Images embedded in the records are excluded; print everything else exactly as given.
-.-.-
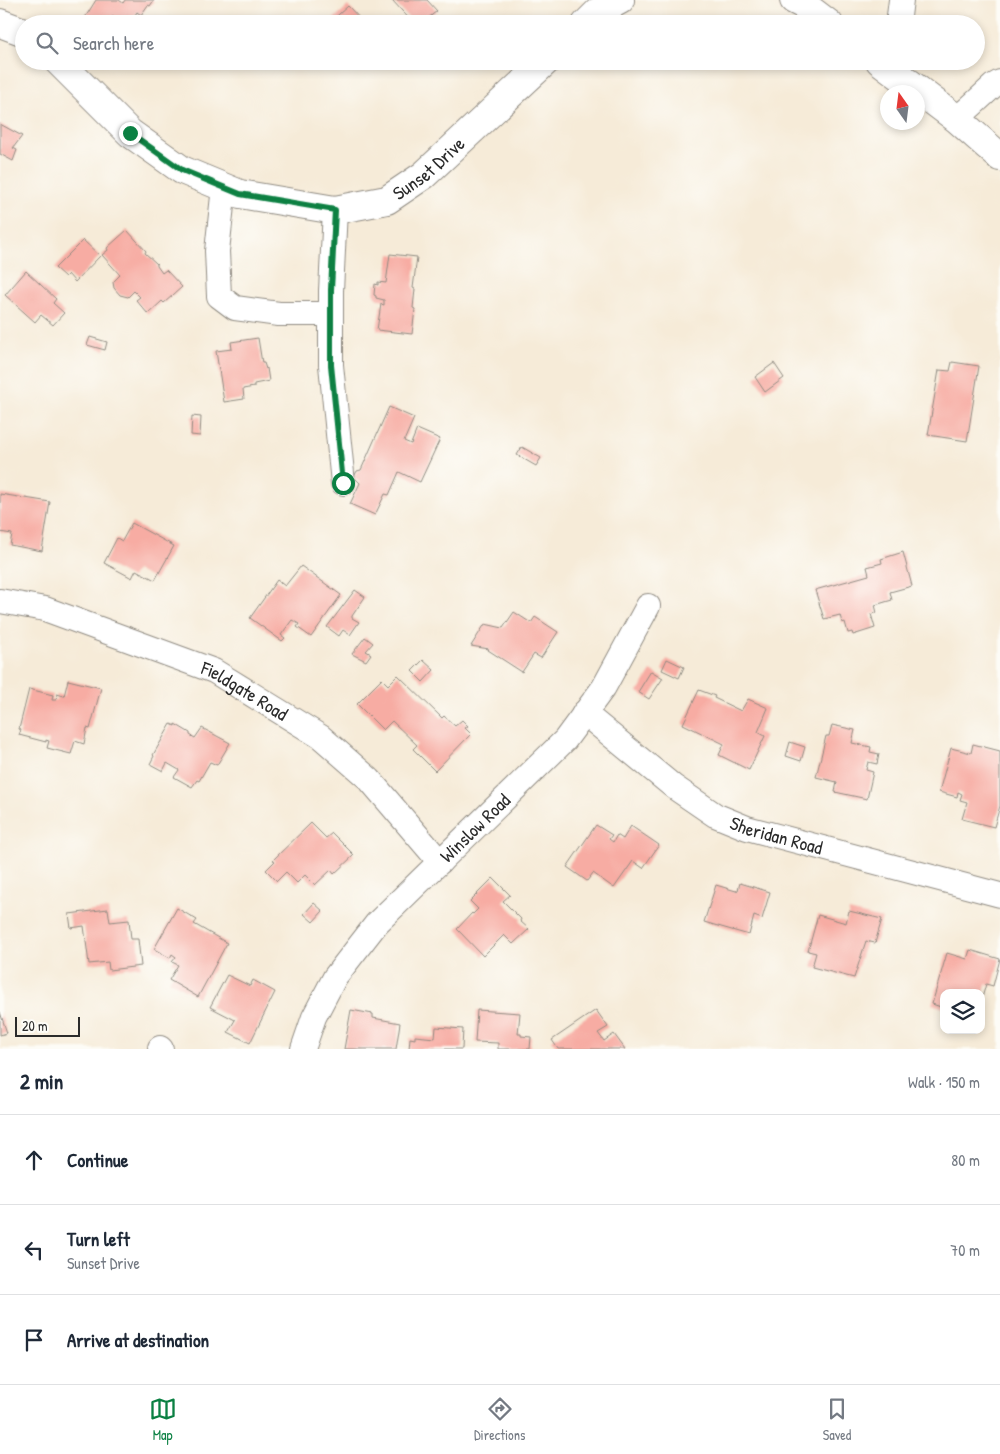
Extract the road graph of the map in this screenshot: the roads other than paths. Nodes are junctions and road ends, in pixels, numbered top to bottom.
1 (620, 0) edge
2 (794, 0) edge
3 (901, 0) edge
4 (595, 15) edge
5 (817, 15) edge
6 (899, 15) edge
7 (0, 23) edge
8 (15, 29) edge
9 (67, 70) edge
10 (536, 70) edge
11 (895, 70) edge
12 (1000, 82) edge
13 (956, 119) junction
14 (1000, 157) edge
15 (224, 187) junction
16 (335, 210) junction
17 (331, 314) junction
18 (343, 483) dead end
19 (0, 602) edge
20 (648, 606) dead end
21 (584, 712) junction
22 (440, 862) junction
23 (1000, 895) edge
24 (303, 1049) edge

1 - 4 main road
2 - 5 main road
3 - 6 street
7 - 8 main road
9 - 15 main road, Sunset Drive
10 - 16 main road, Sunset Drive
11 - 13 main road
12 - 13 street
13 - 14 main road
15 - 16 main road, Sunset Drive
15 - 17 street
16 - 17 street
17 - 18 street
19 - 22 street, Fieldgate Road
20 - 21 street, Winslow Road
21 - 22 street, Winslow Road
21 - 23 street, Sheridan Road
22 - 24 street, Winslow Road

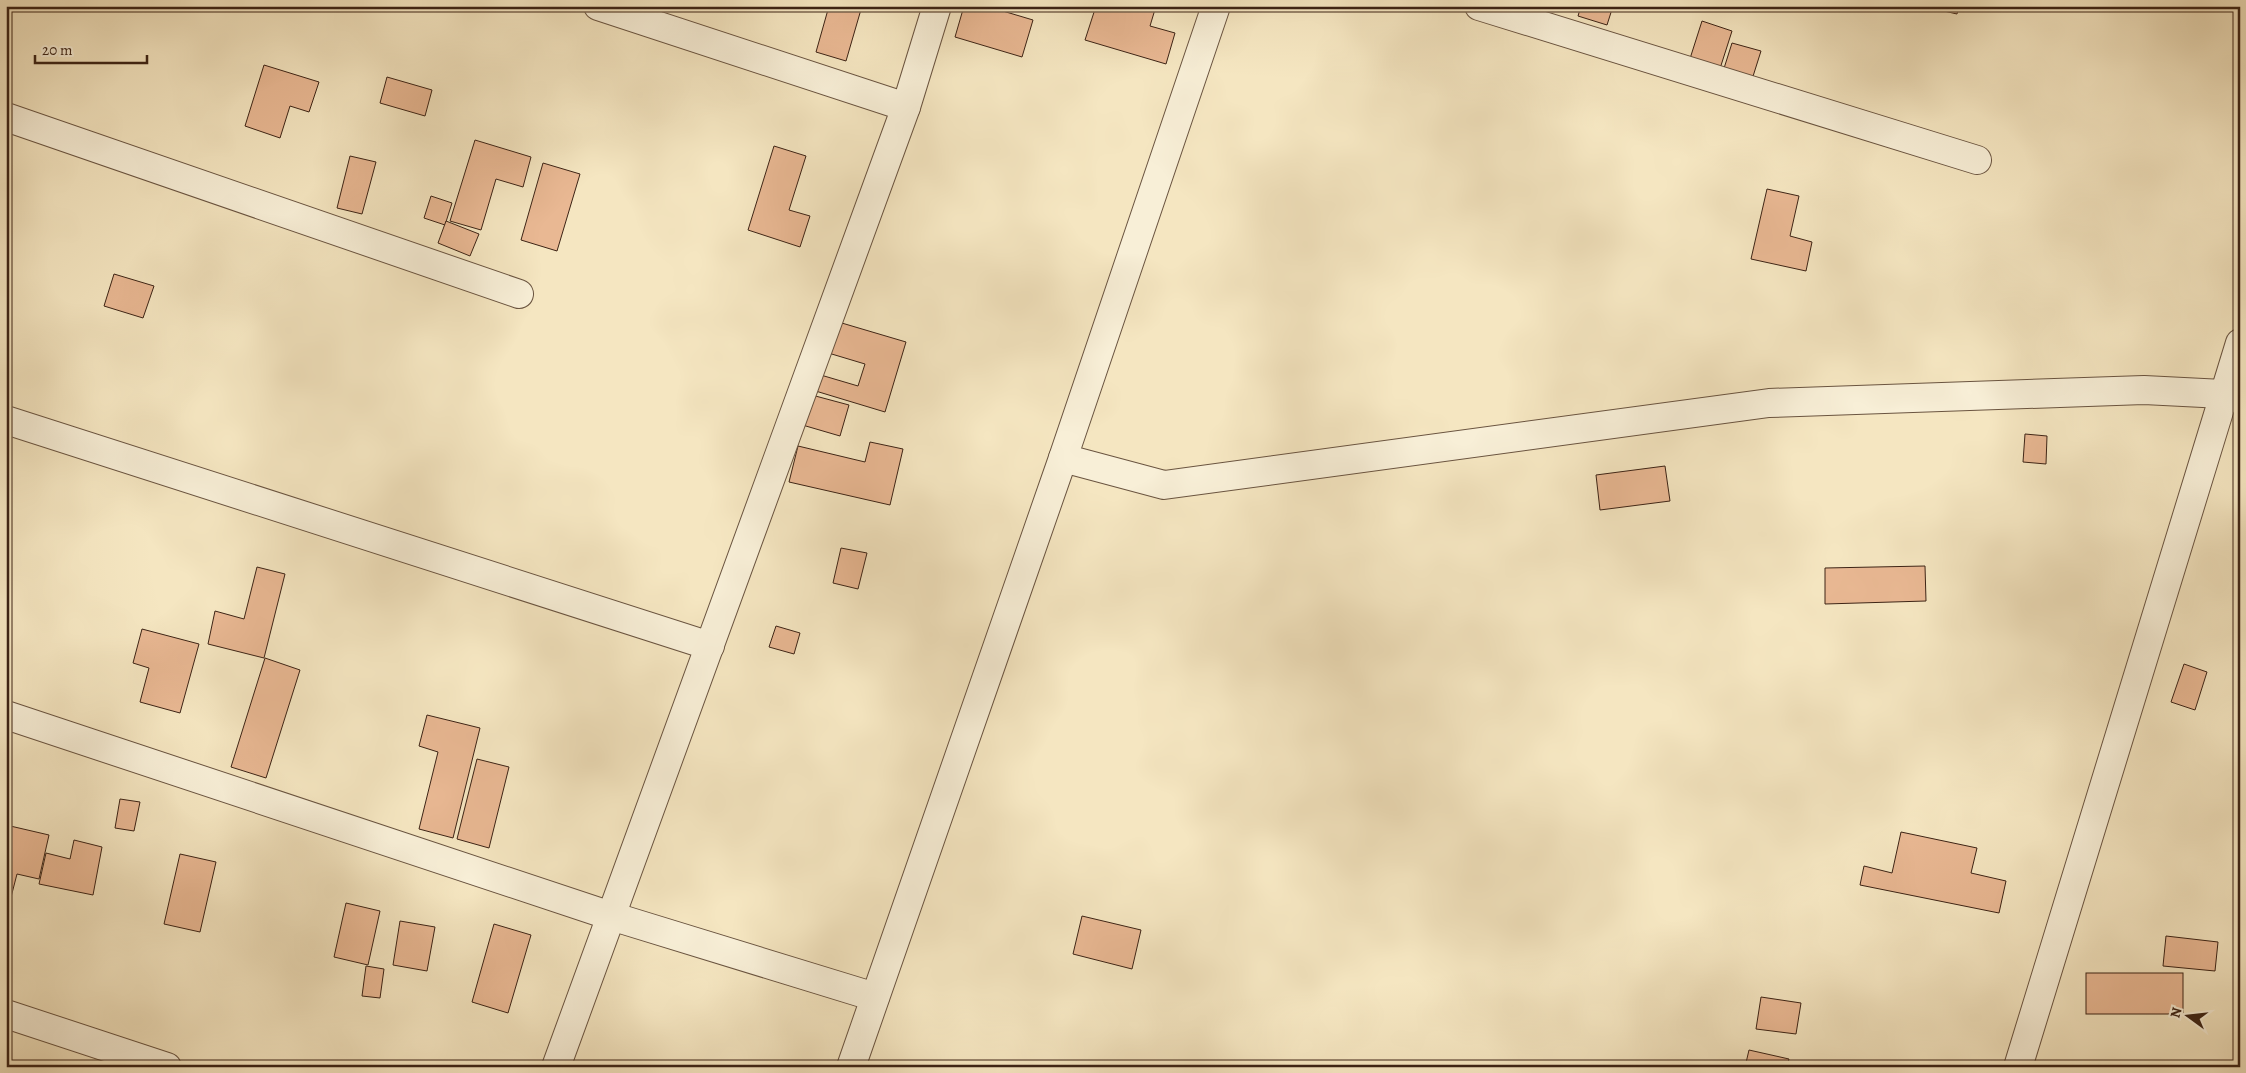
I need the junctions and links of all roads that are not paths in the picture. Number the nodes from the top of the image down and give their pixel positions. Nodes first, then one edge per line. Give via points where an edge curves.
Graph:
1 (598, 6) edge
2 (937, 6) edge
3 (1216, 6) edge
4 (1479, 6) edge
5 (906, 107) junction
6 (6, 117) edge
7 (1977, 160) dead end
8 (519, 294) dead end
9 (2240, 342) edge
10 (2231, 397) edge
11 (6, 420) edge
12 (1063, 458) junction
13 (710, 646) junction
14 (6, 715) edge
15 (611, 916) junction
16 (875, 997) junction
17 (6, 1014) edge
18 (167, 1067) edge
19 (556, 1067) edge
20 (851, 1067) edge
21 (2018, 1067) edge

1 - 5 street
2 - 5 street
3 - 12 street
4 - 7 street
5 - 13 street
6 - 8 street
9 - 10 street
10 - 12 street via 2144,390 1769,403 1164,485
10 - 21 street
11 - 13 street
12 - 16 street
13 - 15 street
14 - 15 street
15 - 16 street
15 - 19 street
16 - 20 street
17 - 18 street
-.-.-
### Solved problem:
Extract the road graph of the map in this screenshot: the roads other than paths. Nodes are junctions and road ends, in pixels, numbered top to bottom.
1 (620, 0) edge
2 (794, 0) edge
3 (901, 0) edge
4 (595, 15) edge
5 (817, 15) edge
6 (899, 15) edge
7 (0, 23) edge
8 (15, 29) edge
9 (67, 70) edge
10 (536, 70) edge
11 (895, 70) edge
12 (1000, 82) edge
13 (956, 119) junction
14 (1000, 157) edge
15 (224, 187) junction
16 (335, 210) junction
17 (331, 314) junction
18 (343, 483) dead end
19 (0, 602) edge
20 (648, 606) dead end
21 (584, 712) junction
22 (440, 862) junction
23 (1000, 895) edge
24 (303, 1049) edge

1 - 4 main road
2 - 5 main road
3 - 6 street
7 - 8 main road
9 - 15 main road, Sunset Drive
10 - 16 main road, Sunset Drive
11 - 13 main road
12 - 13 street
13 - 14 main road
15 - 16 main road, Sunset Drive
15 - 17 street
16 - 17 street
17 - 18 street
19 - 22 street, Fieldgate Road
20 - 21 street, Winslow Road
21 - 22 street, Winslow Road
21 - 23 street, Sheridan Road
22 - 24 street, Winslow Road

I need the junctions and links of all roads that are not paths in the picture. Number the nodes from the top of the image down and give their pixel positions. Nodes first, then one edge per line. Give via points where an edge curves.
Graph:
1 (598, 6) edge
2 (937, 6) edge
3 (1216, 6) edge
4 (1479, 6) edge
5 (906, 107) junction
6 (6, 117) edge
7 (1977, 160) dead end
8 (519, 294) dead end
9 (2240, 342) edge
10 (2231, 397) edge
11 (6, 420) edge
12 (1063, 458) junction
13 (710, 646) junction
14 (6, 715) edge
15 (611, 916) junction
16 (875, 997) junction
17 (6, 1014) edge
18 (167, 1067) edge
19 (556, 1067) edge
20 (851, 1067) edge
21 (2018, 1067) edge

1 - 5 street
2 - 5 street
3 - 12 street
4 - 7 street
5 - 13 street
6 - 8 street
9 - 10 street
10 - 12 street via 2144,390 1769,403 1164,485
10 - 21 street
11 - 13 street
12 - 16 street
13 - 15 street
14 - 15 street
15 - 16 street
15 - 19 street
16 - 20 street
17 - 18 street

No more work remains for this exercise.